Large language models (LLMs) are incredibly powerful general reasoning tools that are useful in a wide range of situations.

But working with LLMs presents challenges that are different from building traditional software:

  • Calls tend to be long-running, and stream generated output as it becomes available.
  • Instead of structured input (something like JSON) with fixed parameters, they take unstructured and arbitrary natural language as input. They are capable of “understanding” subtleties of that language.
  • They are non-deterministic. You may get different outputs even with the same input.

LangChain is a popular framework for creating LLM-powered apps. It was built with these and other factors in mind, and provides a wide range of integrations with closed-source model providers (like OpenAI, Anthropic, and Google), open source models, and other third-party components like vectorstores.

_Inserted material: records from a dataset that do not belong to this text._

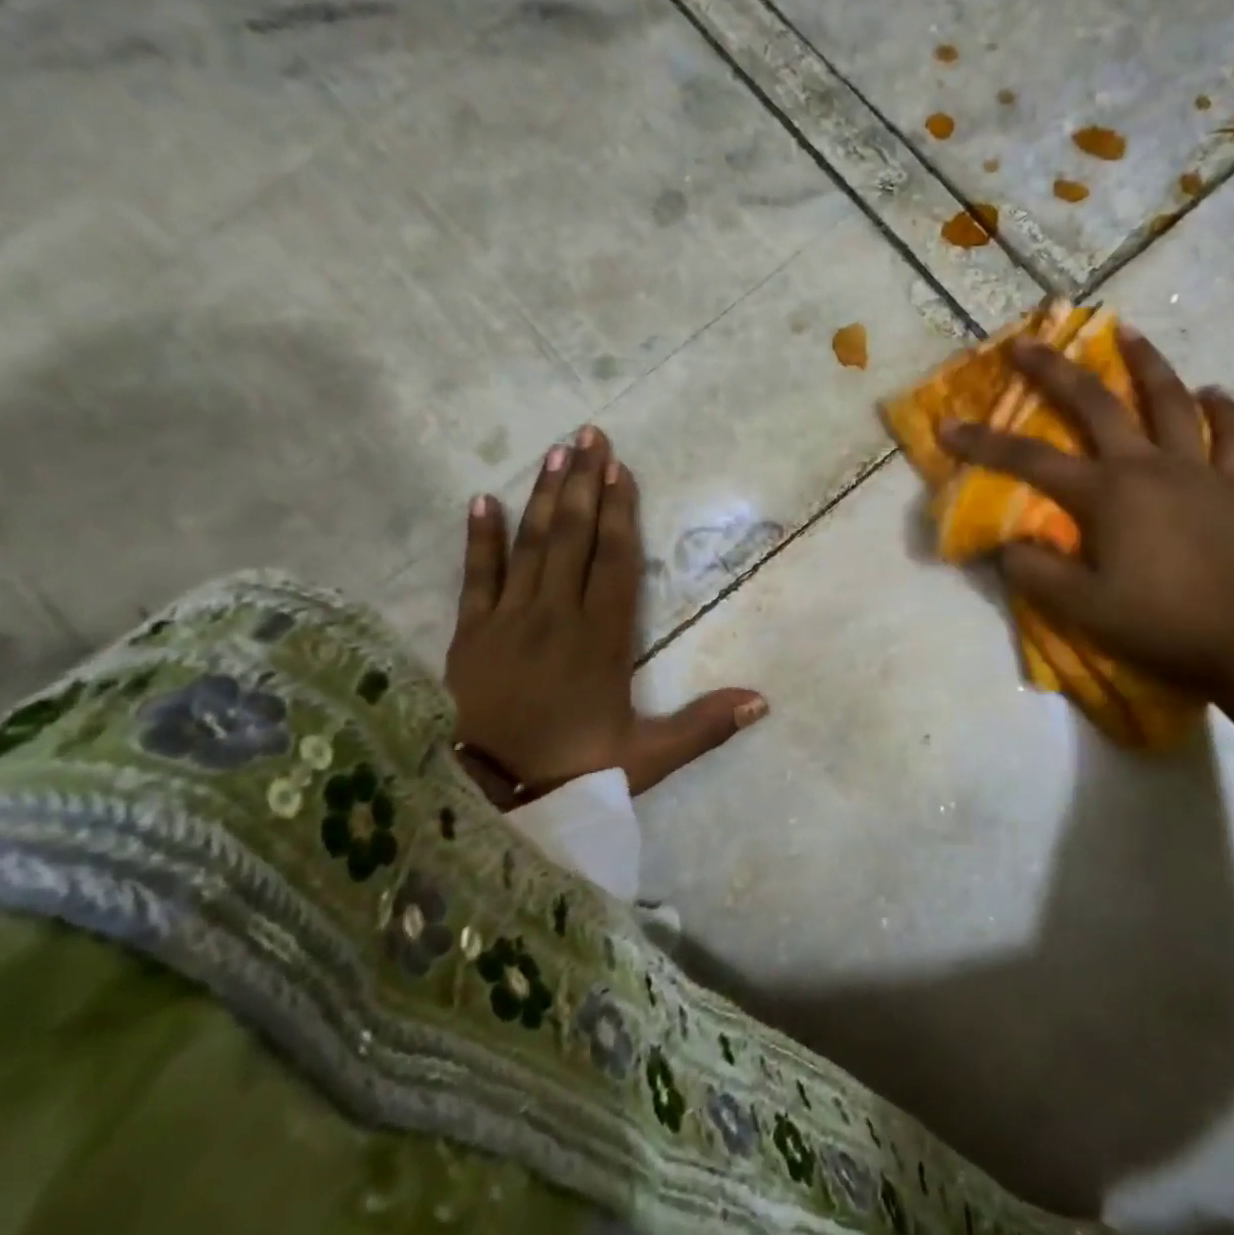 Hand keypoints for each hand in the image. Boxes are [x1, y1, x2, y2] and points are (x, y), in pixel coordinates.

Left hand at [444, 427, 766, 800]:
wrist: (491, 801)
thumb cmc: (575, 772)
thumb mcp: (648, 757)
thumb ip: (703, 726)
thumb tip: (763, 701)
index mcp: (600, 639)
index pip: (613, 561)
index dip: (619, 512)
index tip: (620, 469)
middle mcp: (555, 616)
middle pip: (570, 536)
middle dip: (582, 483)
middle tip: (590, 434)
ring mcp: (507, 621)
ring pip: (528, 544)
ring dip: (542, 495)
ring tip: (555, 451)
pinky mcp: (470, 634)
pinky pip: (475, 576)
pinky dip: (479, 537)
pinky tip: (481, 499)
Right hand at [937, 327, 1233, 690]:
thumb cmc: (1155, 622)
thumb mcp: (1079, 606)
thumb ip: (1034, 571)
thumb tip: (1006, 544)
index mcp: (1105, 494)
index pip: (1030, 460)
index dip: (984, 442)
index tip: (949, 425)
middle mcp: (1147, 466)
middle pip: (1098, 404)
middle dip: (1057, 370)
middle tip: (1029, 342)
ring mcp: (1197, 470)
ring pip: (1171, 402)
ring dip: (1147, 364)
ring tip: (1130, 333)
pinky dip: (1224, 410)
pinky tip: (1213, 391)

This article will walk through the fundamentals of building with LLMs and LangChain’s Python library. The only requirement is basic familiarity with Python, – no machine learning experience needed!

You’ll learn about:

Let’s dive in!

Project Setup

We recommend using a Jupyter notebook to run the code in this tutorial since it provides a clean, interactive environment. See this page for instructions on setting it up locally, or check out this Google Colab notebook for an in-browser experience.

The first thing you'll need to do is choose which Chat Model you want to use. If you've ever used an interface like ChatGPT before, the basic idea of a Chat Model will be familiar to you – the model takes messages as input, and returns messages as output. The difference is that we'll be doing it in code.

This guide defaults to Anthropic and their Claude 3 Chat Models, but LangChain also has a wide range of other integrations to choose from, including OpenAI models like GPT-4.

pip install langchain_core langchain_anthropic

If you’re working in a Jupyter notebook, you’ll need to prefix pip with a % symbol like this: %pip install langchain_core langchain_anthropic.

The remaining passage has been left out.